§ **TASK TO COMPLETE**: Every entry below should be printed exactly, without its images.
──────── MATERIAL FOR THIS EXERCISE ────────
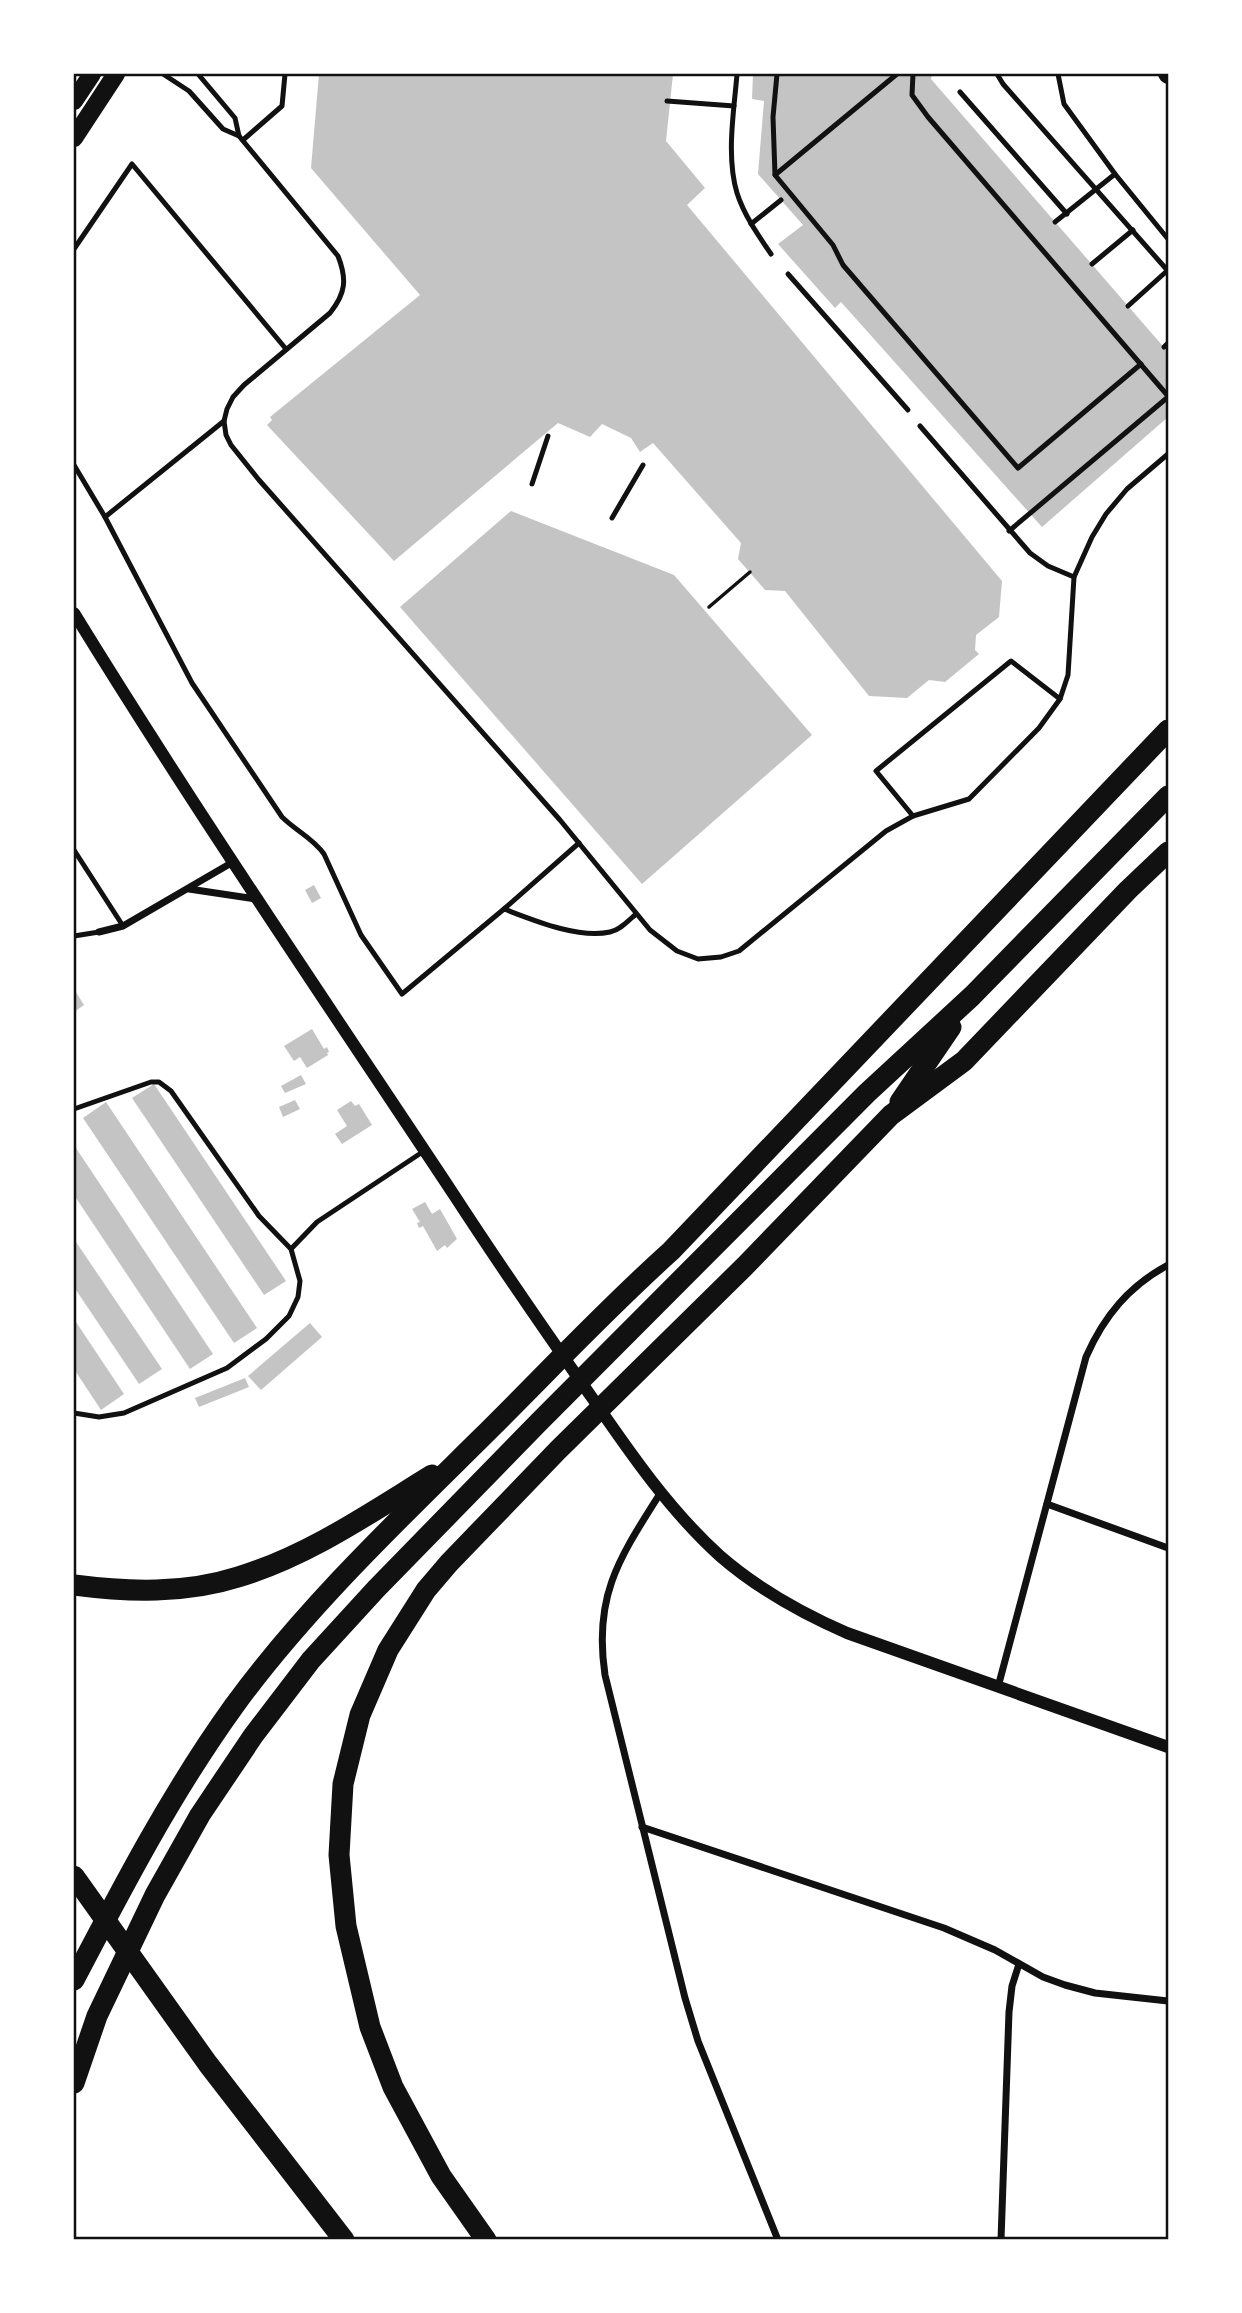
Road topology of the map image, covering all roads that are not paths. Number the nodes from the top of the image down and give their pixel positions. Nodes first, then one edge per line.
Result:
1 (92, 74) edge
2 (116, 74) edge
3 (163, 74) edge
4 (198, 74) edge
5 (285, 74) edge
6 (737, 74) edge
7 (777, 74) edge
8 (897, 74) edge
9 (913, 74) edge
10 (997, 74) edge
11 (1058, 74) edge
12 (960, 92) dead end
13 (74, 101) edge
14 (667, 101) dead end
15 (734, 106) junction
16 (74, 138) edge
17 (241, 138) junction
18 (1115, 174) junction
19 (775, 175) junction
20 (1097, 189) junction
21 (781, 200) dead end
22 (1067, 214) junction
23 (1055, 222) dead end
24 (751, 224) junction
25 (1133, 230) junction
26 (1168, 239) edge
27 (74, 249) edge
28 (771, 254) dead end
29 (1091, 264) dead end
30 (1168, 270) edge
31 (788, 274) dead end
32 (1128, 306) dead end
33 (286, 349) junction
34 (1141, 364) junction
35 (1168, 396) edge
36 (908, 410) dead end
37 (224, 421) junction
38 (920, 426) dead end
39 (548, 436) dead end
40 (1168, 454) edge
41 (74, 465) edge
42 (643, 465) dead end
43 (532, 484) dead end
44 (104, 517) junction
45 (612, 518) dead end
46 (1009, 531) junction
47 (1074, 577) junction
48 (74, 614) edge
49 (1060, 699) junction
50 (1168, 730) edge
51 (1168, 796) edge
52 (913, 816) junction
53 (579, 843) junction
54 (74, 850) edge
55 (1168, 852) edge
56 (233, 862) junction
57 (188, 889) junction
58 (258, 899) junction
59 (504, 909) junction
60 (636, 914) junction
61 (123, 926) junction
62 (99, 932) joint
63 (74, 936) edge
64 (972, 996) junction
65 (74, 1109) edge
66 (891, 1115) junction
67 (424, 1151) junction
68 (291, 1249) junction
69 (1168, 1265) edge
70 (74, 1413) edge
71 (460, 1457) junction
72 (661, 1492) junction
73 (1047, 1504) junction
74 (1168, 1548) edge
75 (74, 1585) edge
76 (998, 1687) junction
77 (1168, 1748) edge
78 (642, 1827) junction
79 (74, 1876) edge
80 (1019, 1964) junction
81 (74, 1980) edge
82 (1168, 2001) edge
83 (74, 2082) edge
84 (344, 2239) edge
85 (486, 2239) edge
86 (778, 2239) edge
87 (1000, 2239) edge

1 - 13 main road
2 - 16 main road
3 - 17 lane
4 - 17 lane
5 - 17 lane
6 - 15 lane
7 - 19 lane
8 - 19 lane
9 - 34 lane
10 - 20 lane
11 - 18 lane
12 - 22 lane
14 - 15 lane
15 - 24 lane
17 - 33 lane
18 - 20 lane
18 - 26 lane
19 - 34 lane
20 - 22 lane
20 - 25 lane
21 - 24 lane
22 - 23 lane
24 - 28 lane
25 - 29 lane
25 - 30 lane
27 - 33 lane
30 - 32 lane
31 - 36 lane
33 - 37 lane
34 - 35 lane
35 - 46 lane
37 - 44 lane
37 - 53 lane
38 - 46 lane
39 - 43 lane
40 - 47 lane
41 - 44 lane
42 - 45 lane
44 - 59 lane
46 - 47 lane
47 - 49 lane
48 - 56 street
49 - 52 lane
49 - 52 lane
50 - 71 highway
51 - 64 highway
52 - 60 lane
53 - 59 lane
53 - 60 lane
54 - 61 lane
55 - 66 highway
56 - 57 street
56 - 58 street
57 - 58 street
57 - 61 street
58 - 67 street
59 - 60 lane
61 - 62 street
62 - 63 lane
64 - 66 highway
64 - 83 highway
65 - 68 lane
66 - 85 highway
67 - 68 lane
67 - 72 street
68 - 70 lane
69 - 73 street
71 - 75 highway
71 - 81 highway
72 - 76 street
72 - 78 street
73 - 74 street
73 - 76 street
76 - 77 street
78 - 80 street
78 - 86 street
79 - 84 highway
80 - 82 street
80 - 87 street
────────
§ **WRITTEN ANSWER**:
Road topology of the map image, covering all roads that are not paths. Number the nodes from the top of the image down and give their pixel positions. Nodes first, then one edge per line.
Result:
1 (92, 74) edge
2 (116, 74) edge
3 (163, 74) edge
4 (198, 74) edge
5 (285, 74) edge
6 (737, 74) edge
7 (777, 74) edge
8 (897, 74) edge
9 (913, 74) edge
10 (997, 74) edge
11 (1058, 74) edge
12 (960, 92) dead end
13 (74, 101) edge
14 (667, 101) dead end
15 (734, 106) junction
16 (74, 138) edge
17 (241, 138) junction
18 (1115, 174) junction
19 (775, 175) junction
20 (1097, 189) junction
21 (781, 200) dead end
22 (1067, 214) junction
23 (1055, 222) dead end
24 (751, 224) junction
25 (1133, 230) junction
26 (1168, 239) edge
27 (74, 249) edge
28 (771, 254) dead end
29 (1091, 264) dead end
30 (1168, 270) edge
31 (788, 274) dead end
32 (1128, 306) dead end
33 (286, 349) junction
34 (1141, 364) junction
35 (1168, 396) edge
36 (908, 410) dead end
37 (224, 421) junction
38 (920, 426) dead end
39 (548, 436) dead end
40 (1168, 454) edge
41 (74, 465) edge
42 (643, 465) dead end
43 (532, 484) dead end
44 (104, 517) junction
45 (612, 518) dead end
46 (1009, 531) junction
47 (1074, 577) junction
48 (74, 614) edge
49 (1060, 699) junction
50 (1168, 730) edge
51 (1168, 796) edge
52 (913, 816) junction
53 (579, 843) junction
54 (74, 850) edge
55 (1168, 852) edge
56 (233, 862) junction
57 (188, 889) junction
58 (258, 899) junction
59 (504, 909) junction
60 (636, 914) junction
61 (123, 926) junction
62 (99, 932) joint
63 (74, 936) edge
64 (972, 996) junction
65 (74, 1109) edge
66 (891, 1115) junction
67 (424, 1151) junction
68 (291, 1249) junction
69 (1168, 1265) edge
70 (74, 1413) edge
71 (460, 1457) junction
72 (661, 1492) junction
73 (1047, 1504) junction
74 (1168, 1548) edge
75 (74, 1585) edge
76 (998, 1687) junction
77 (1168, 1748) edge
78 (642, 1827) junction
79 (74, 1876) edge
80 (1019, 1964) junction
81 (74, 1980) edge
82 (1168, 2001) edge
83 (74, 2082) edge
84 (344, 2239) edge
85 (486, 2239) edge
86 (778, 2239) edge
87 (1000, 2239) edge

1 - 13 main road
2 - 16 main road
3 - 17 lane
4 - 17 lane
5 - 17 lane
6 - 15 lane
7 - 19 lane
8 - 19 lane
9 - 34 lane
10 - 20 lane
11 - 18 lane
12 - 22 lane
14 - 15 lane
15 - 24 lane
17 - 33 lane
18 - 20 lane
18 - 26 lane
19 - 34 lane
20 - 22 lane
20 - 25 lane
21 - 24 lane
22 - 23 lane
24 - 28 lane
25 - 29 lane
25 - 30 lane
27 - 33 lane
30 - 32 lane
31 - 36 lane
33 - 37 lane
34 - 35 lane
35 - 46 lane
37 - 44 lane
37 - 53 lane
38 - 46 lane
39 - 43 lane
40 - 47 lane
41 - 44 lane
42 - 45 lane
44 - 59 lane
46 - 47 lane
47 - 49 lane
48 - 56 street
49 - 52 lane
49 - 52 lane
50 - 71 highway
51 - 64 highway
52 - 60 lane
53 - 59 lane
53 - 60 lane
54 - 61 lane
55 - 66 highway
56 - 57 street
56 - 58 street
57 - 58 street
57 - 61 street
58 - 67 street
59 - 60 lane
61 - 62 street
62 - 63 lane
64 - 66 highway
64 - 83 highway
65 - 68 lane
66 - 85 highway
67 - 68 lane
67 - 72 street
68 - 70 lane
69 - 73 street
71 - 75 highway
71 - 81 highway
72 - 76 street
72 - 78 street
73 - 74 street
73 - 76 street
76 - 77 street
78 - 80 street
78 - 86 street
79 - 84 highway
80 - 82 street
80 - 87 street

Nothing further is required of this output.